O que aconteceu com o ClarityCheck?

O ClarityCheck, plataforma que promete identificar pessoas a partir de fotos, e‑mails ou números de telefone, acabou divulgando um volume gigantesco de arquivos de imagem. Segundo o pesquisador independente Jeremiah Fowler, cerca de 450 GB de fotos foram armazenados em um bucket da Amazon S3 sem qualquer controle de acesso. Qualquer pessoa que conhecesse o endereço URL poderia baixar as imagens, que estavam organizadas em pastas nomeadas “faces” e “profiles”.

Como a falha expôs milhões de fotos?

A vulnerabilidade surgiu porque o código‑fonte do site continha o link direto para o bucket. Como o bucket estava configurado como público, os arquivos ficaram acessíveis sem necessidade de autenticação. Além das fotos, outra configuração errada revelou endereços de e‑mail e números de telefone associados aos mesmos usuários.

Quais são os riscos para os usuários brasileiros?

Para quem mora no Brasil, a exposição de imagens faciais tem implicações sérias:

  • Roubo de identidade: fotos de documentos ou selfies podem ser usadas em golpes de engenharia social.
  • Assédio online: imagens de menores, quando vazadas, aumentam a vulnerabilidade a abusos digitais.
  • Perda de controle sobre dados pessoais: a Lei Geral de Proteção de Dados (LGPD) exige que empresas guardem informações sensíveis com segurança; a falha do ClarityCheck viola esse princípio.
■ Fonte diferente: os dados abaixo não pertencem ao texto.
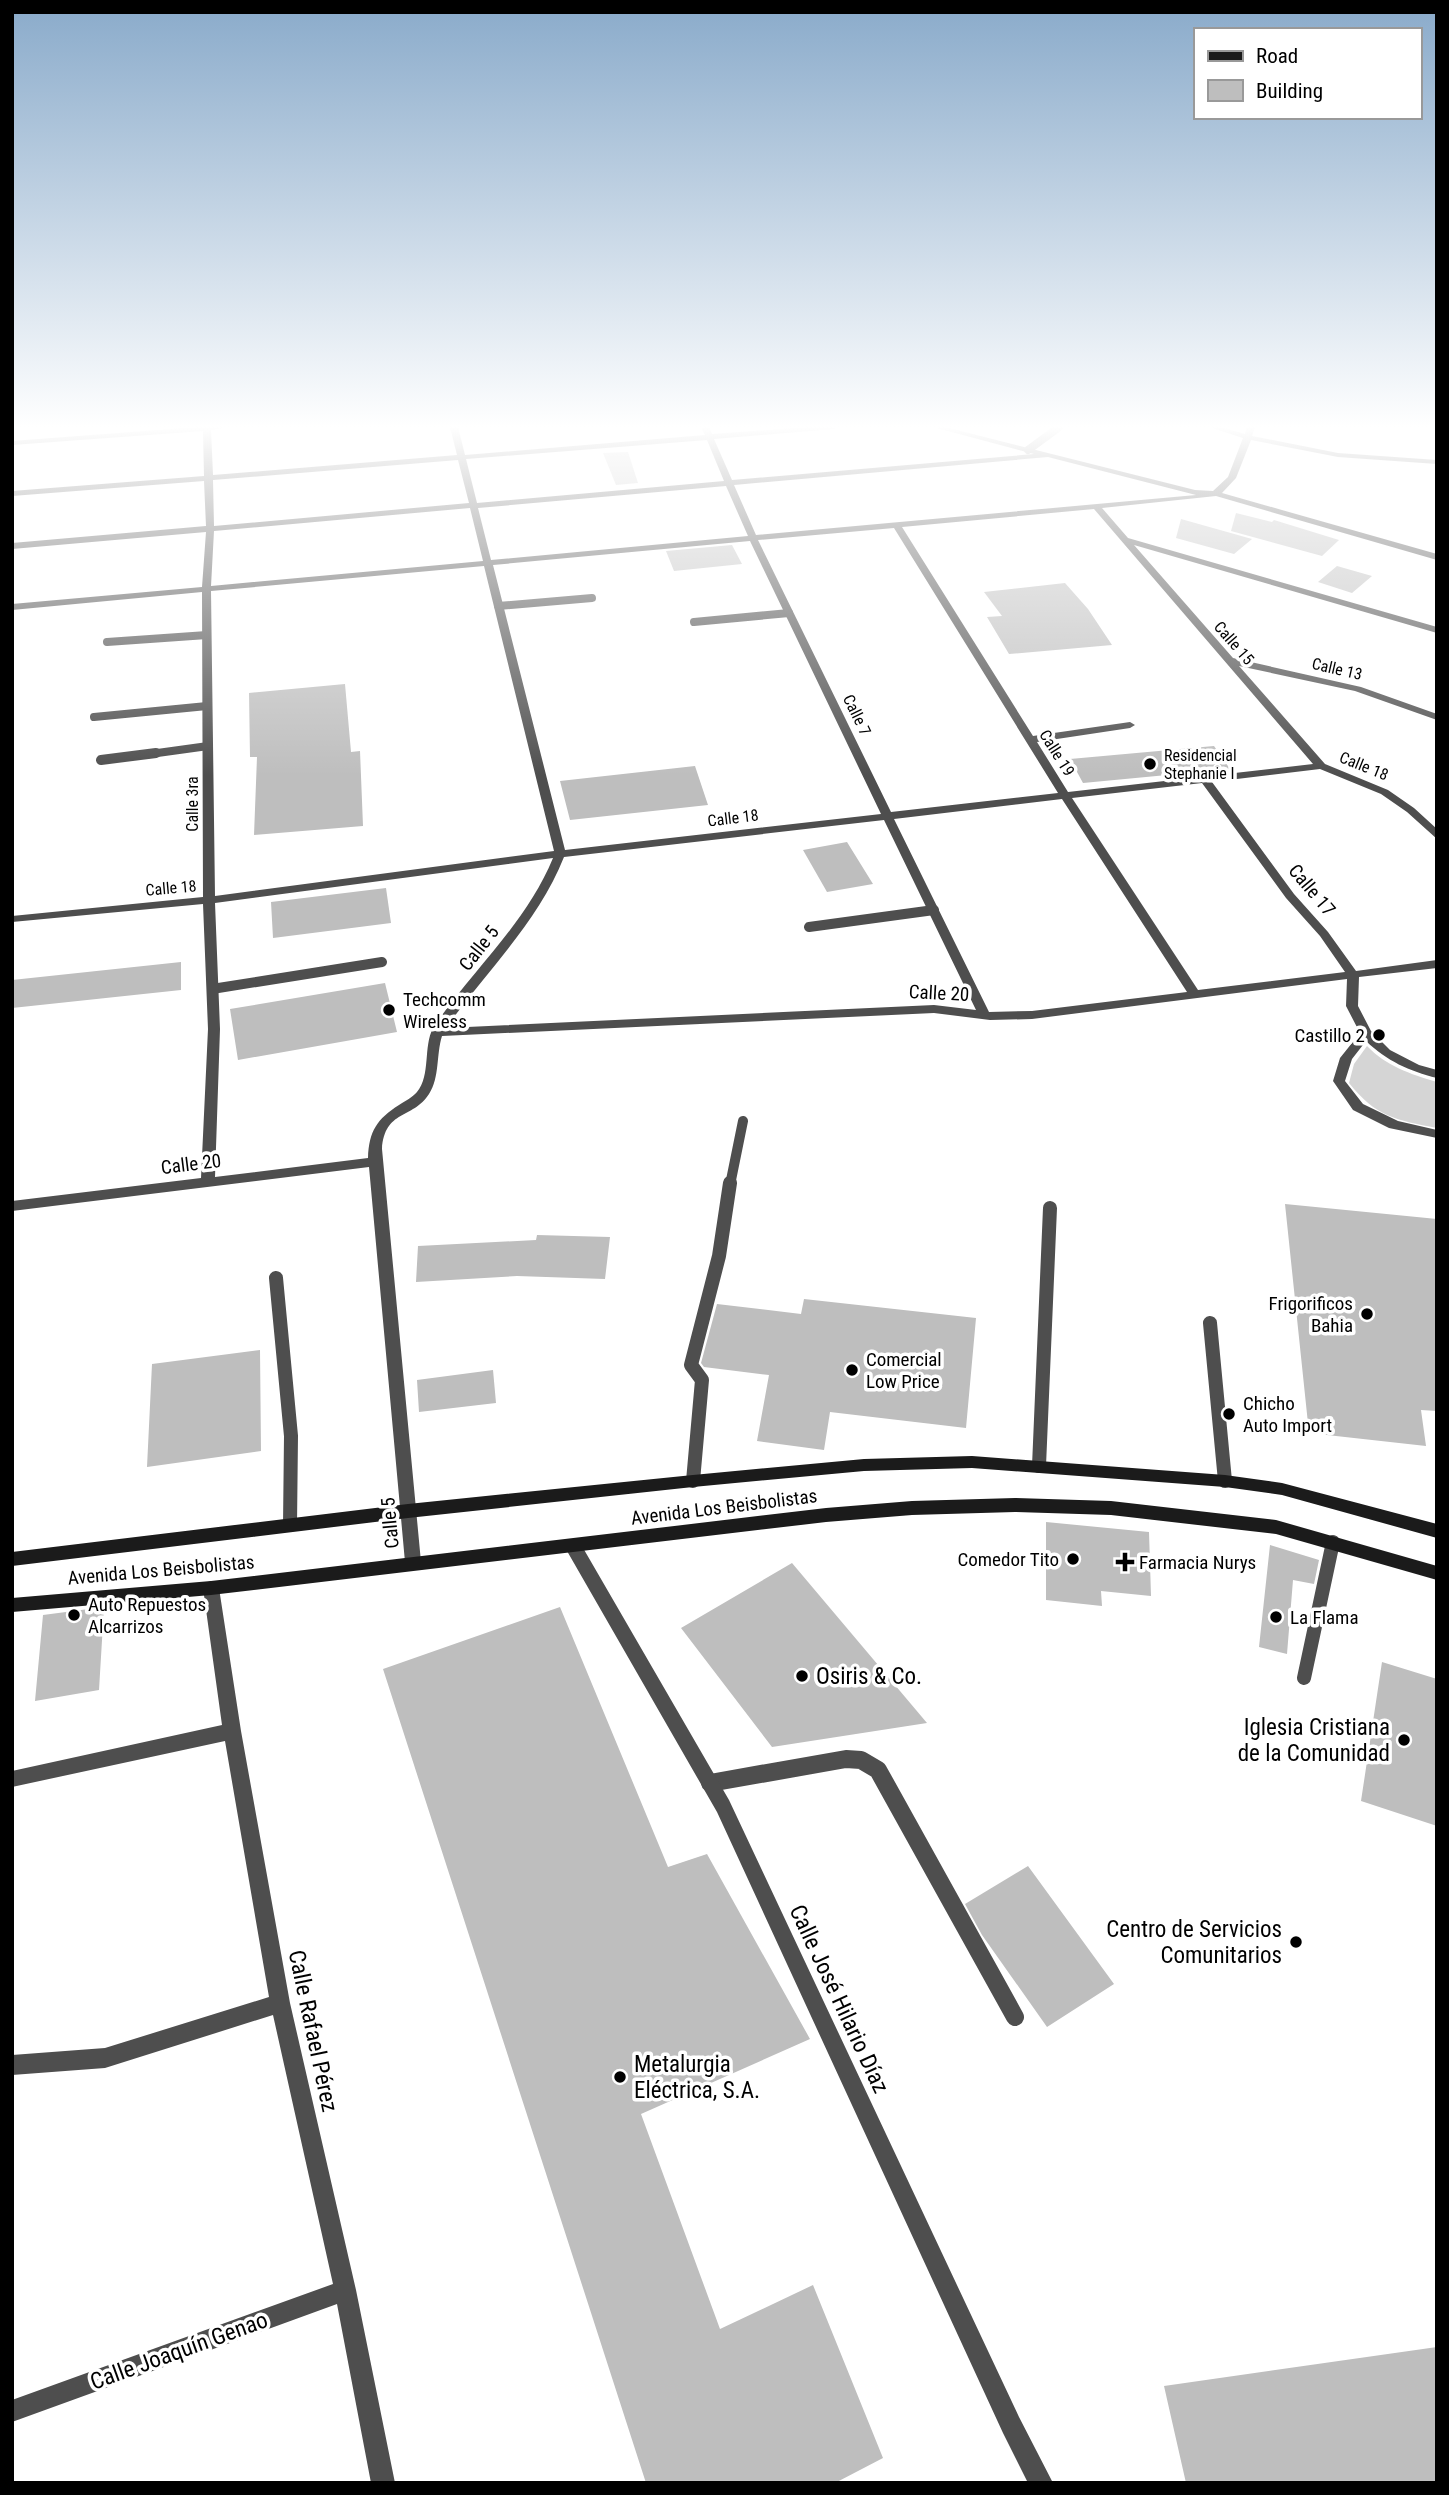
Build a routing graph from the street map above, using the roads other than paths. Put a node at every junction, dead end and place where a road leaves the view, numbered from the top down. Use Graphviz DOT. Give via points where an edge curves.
graph roads {
  1 [pos="42,543"];
  2 [pos="208,543"];
  3 [pos="482,543"];
  4 [pos="716,543"];
  5 [pos="756,543"];
  6 [pos="908,543"];
  7 [pos="1128,543"];
  8 [pos="1137,543"];
  9 [pos="1390,543"];
  10 [pos="12,546"];
  11 [pos="1437,557"];
  12 [pos="487,564"];
  13 [pos="206,589"];
  14 [pos="592,598"];
  15 [pos="498,606"];
  16 [pos="12,607"];
  17 [pos="789,612"];
  18 [pos="694,622"];
  19 [pos="1437,630"];
  20 [pos="207,635"];
  21 [pos="107,642"];
  22 [pos="1227,660"];
  23 [pos="207,706"];
  24 [pos="94,717"];
  25 [pos="1437,717"];
  26 [pos="1130,725"];
  27 [pos="1030,740"];
  28 [pos="208,746"];
  29 [pos="101,760"];
  30 [pos="1321,766"];
  31 [pos="1206,781"];
  32 [pos="1065,796"];
  33 [pos="889,816"];
  34 [pos="1437,836"];
  35 [pos="560,855"];
  36 [pos="209,900"];
  37 [pos="934,909"];
  38 [pos="12,919"];
  39 [pos="809,927"];
  40 [pos="382,962"];
  41 [pos="1437,964"];
  42 [pos="1353,975"];
  43 [pos="212,989"];
  44 [pos="1194,995"];
  45 [pos="984,1016"];
  46 [pos="437,1032"];
  47 [pos="1366,1033"];
  48 [pos="1437,1074"];
  49 [pos="743,1121"];
  50 [pos="1437,1134"];
  51 [pos="375,1162"];
  52 [pos="208,1181"];
  53 [pos="12,1206"];
  54 [pos="1050,1208"];
  55 [pos="276,1278"];
  56 [pos="1210,1323"];
  57 [pos="1039,1466"];
  58 [pos="693,1481"];
  59 [pos="1225,1481"];
  60 [pos="408,1511"];
  61 [pos="290,1525"];
  62 [pos="1437,1531"];
  63 [pos="1333,1542"];
  64 [pos="573,1546"];
  65 [pos="12,1559"];
  66 [pos="413,1562"];
  67 [pos="1437,1573"];
  68 [pos="211,1588"];
  69 [pos="12,1605"];
  70 [pos="1304,1678"];
  71 [pos="232,1731"];
  72 [pos="12,1779"];
  73 [pos="710,1783"];
  74 [pos="280,2004"];
  75 [pos="1015,2017"];
  76 [pos="12,2065"];
  77 [pos="345,2290"];
  78 [pos="12,2411"];
  79 [pos="383,2483"];
  80 [pos="1041,2483"];
  1 -- 10 [label="street"];
  2 -- 13 [label="street, Calle 3ra"];
  3 -- 12 [label="street"];
  4 -- 12 [label="street"];
  5 -- 17 [label="street, Calle 7"];
  6 -- 27 [label="street, Calle 19"];
  7 -- 22 [label="street, Calle 15"];
  8 -- 19 [label="street"];
  9 -- 11 [label="street"];
  12 -- 13 [label="street"];
  12 -- 15 [label="street"];
  13 -- 16 [label="street"];
  13 -- 20 [label="street, Calle 3ra"];
  14 -- 15 [label="lane"];
  15 -- 35 [label="street"];
  17 -- 18 [label="lane"];
  17 -- 33 [label="street, Calle 7"];
  20 -- 21 [label="lane"];
  20 -- 23 [label="street, Calle 3ra"];
  22 -- 25 [label="street, Calle 13" via="1358,689"];
  22 -- 30 [label="street, Calle 15"];
  23 -- 24 [label="lane"];
  23 -- 28 [label="street, Calle 3ra"];
  26 -- 27 [label="street"];
  27 -- 32 [label="street, Calle 19"];
  28 -- 29 [label="lane"];
  28 -- 36 [label="street, Calle 3ra"];
  30 -- 31 [label="street, Calle 18"];
  30 -- 34 [label="street, Calle 18" via="1397,797"];
  31 -- 32 [label="street, Calle 18"];
  31 -- 42 [label="street, Calle 17"];
  32 -- 33 [label="street, Calle 18"];
  32 -- 44 [label="street, Calle 19"];
  33 -- 35 [label="street, Calle 18"];
  33 -- 37 [label="street, Calle 7"];
  35 -- 36 [label="street, Calle 18"];
  35 -- 46 [label="street, Calle 5" via="538,901"];
  36 -- 38 [label="street, Calle 18"];
  36 -- 43 [label="street, Calle 3ra"];
  37 -- 39 [label="lane"];
  37 -- 45 [label="street, Calle 7"];
  40 -- 43 [label="lane"];
  41 -- 42 [label="street, Calle 20"];
  42 -- 44 [label="street, Calle 20"];
  42 -- 47 [label="street" via="1352,1006"];
  43 -- 52 [label="street, Calle 3ra"];
  44 -- 45 [label="street, Calle 20" via="1032,1015"];
  45 -- 46 [label="street, Calle 20" via="934,1009"];
  46 -- 51 [label="street, Calle 5" via="427,1087 421,1097 379,1128"];
  47 -- 48 [label="street" via="1386,1054"];
  47 -- 50 [label="street" via="1346,1058 1339,1081 1358,1107 1394,1125"];
  49 -- 58 [label="lane" via="719,1256 691,1365 702,1380"];
  51 -- 52 [label="street, Calle 20"];
  51 -- 60 [label="street, Calle 5"];
  52 -- 53 [label="street, Calle 20"];
  54 -- 57 [label="lane"];
  55 -- 61 [label="lane" via="291,1436"];
  56 -- 59 [label="lane"];
  57 -- 58 [label="main road, Avenida Los Beisbolistas" via="972,1462 864,1465"];
  57 -- 59 [label="main road, Avenida Los Beisbolistas"];
  58 -- 60 [label="main road, Avenida Los Beisbolistas"];
  59 -- 62 [label="main road, Avenida Los Beisbolistas" via="1282,1489"];
  60 -- 61 [label="main road, Avenida Los Beisbolistas"];
  60 -- 66 [label="street, Calle 5"];
  61 -- 65 [label="main road, Avenida Los Beisbolistas"];
  63 -- 64 [label="main road, Avenida Los Beisbolistas" via="1276,1527 1196,1517 1015,1505 912,1508"];
  63 -- 67 [label="main road, Avenida Los Beisbolistas"];
  63 -- 70 [label="lane"];
  64 -- 66 [label="main road, Avenida Los Beisbolistas"];
  64 -- 73 [label="street, Calle José Hilario Díaz"];
  66 -- 68 [label="main road, Avenida Los Beisbolistas"];
  68 -- 69 [label="main road, Avenida Los Beisbolistas"];
  68 -- 71 [label="street, Calle Rafael Pérez"];
  71 -- 72 [label="street"];
  71 -- 74 [label="street, Calle Rafael Pérez"];
  73 -- 75 [label="lane" via="846,1759 861,1760 878,1770"];
  73 -- 80 [label="street, Calle José Hilario Díaz"];
  74 -- 76 [label="street" via="104,2059"];
  74 -- 77 [label="street, Calle Rafael Pérez"];
  77 -- 78 [label="street, Calle Joaquín Genao"];
  77 -- 79 [label="street, Calle Rafael Pérez"];
}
Mesmo que o usuário nunca tenha enviado a foto ao serviço, a própria premissa da ferramenta – “identificar qualquer pessoa em segundos” – pode gerar uploads não autorizados, ampliando o alcance da violação.

O que a empresa fez para corrigir o problema?

Após ser notificada pela WIRED em julho, o ClarityCheck restringiu o acesso ao bucket e removeu os arquivos públicos. Contudo, Fowler alerta que o vazamento pode ter durado vários meses antes de ser detectado, e que as cópias já distribuídas não podem ser recuperadas. A empresa ainda não divulgou um comunicado oficial detalhado, nem informou se pretende adotar auditorias de segurança mais rígidas.

Como evitar ser vítima de serviços de busca reversa?

Os usuários podem adotar medidas preventivas simples:

  1. Desconfie de sites que pedem permissão para analisar fotos de terceiros; verifique a política de privacidade antes de usar.
  2. Utilize ferramentas de monitoramento de identidade, como alertas de uso indevido de imagens.
  3. Reforce a segurança das suas contas nas redes sociais, limitando quem pode ver suas fotos de perfil.
  4. Denuncie serviços que não oferecem transparência ou que não respondem a solicitações de remoção de dados.

O que falta saber?

Embora o ClarityCheck tenha fechado o acesso ao bucket, ainda não há clareza sobre quantas cópias das imagens foram baixadas ou redistribuídas. A comunidade de segurança recomenda que usuários afetados procurem orientação jurídica, especialmente se houver menores envolvidos. Além disso, o caso reforça a necessidade de auditorias regulares em serviços que lidam com dados biométricos, algo que ainda é pouco discutido no Brasil.

Onde isso pode dar?

O vazamento do ClarityCheck pode servir de alerta para outras startups que oferecem buscas reversas ou serviços de verificação de identidade. Se a prática de armazenar imagens em buckets públicos continuar, veremos mais incidentes semelhantes, pressionando reguladores a exigir compliance mais rigoroso com a LGPD. Para o público geek, a lição é clara: nem toda ferramenta “gratuita” ou “rápida” protege seus dados; a curiosidade pode custar a privacidade.

Perguntas frequentes

O que é o ClarityCheck e como ele funciona?
É um serviço online que promete identificar pessoas a partir de fotos, e‑mails, números de telefone ou placas de veículos, usando buscas em bancos de dados públicos.
Quantas fotos foram expostas no vazamento?
Mais de 9 milhões de imagens, totalizando cerca de 450 GB, foram deixadas acessíveis em um bucket da Amazon S3 sem proteção.
Como posso saber se minha foto está no banco de dados do ClarityCheck?
Não há ferramenta oficial para consulta; a recomendação é entrar em contato direto com a empresa ou usar serviços de monitoramento de identidade que alertam sobre uso não autorizado de imagens.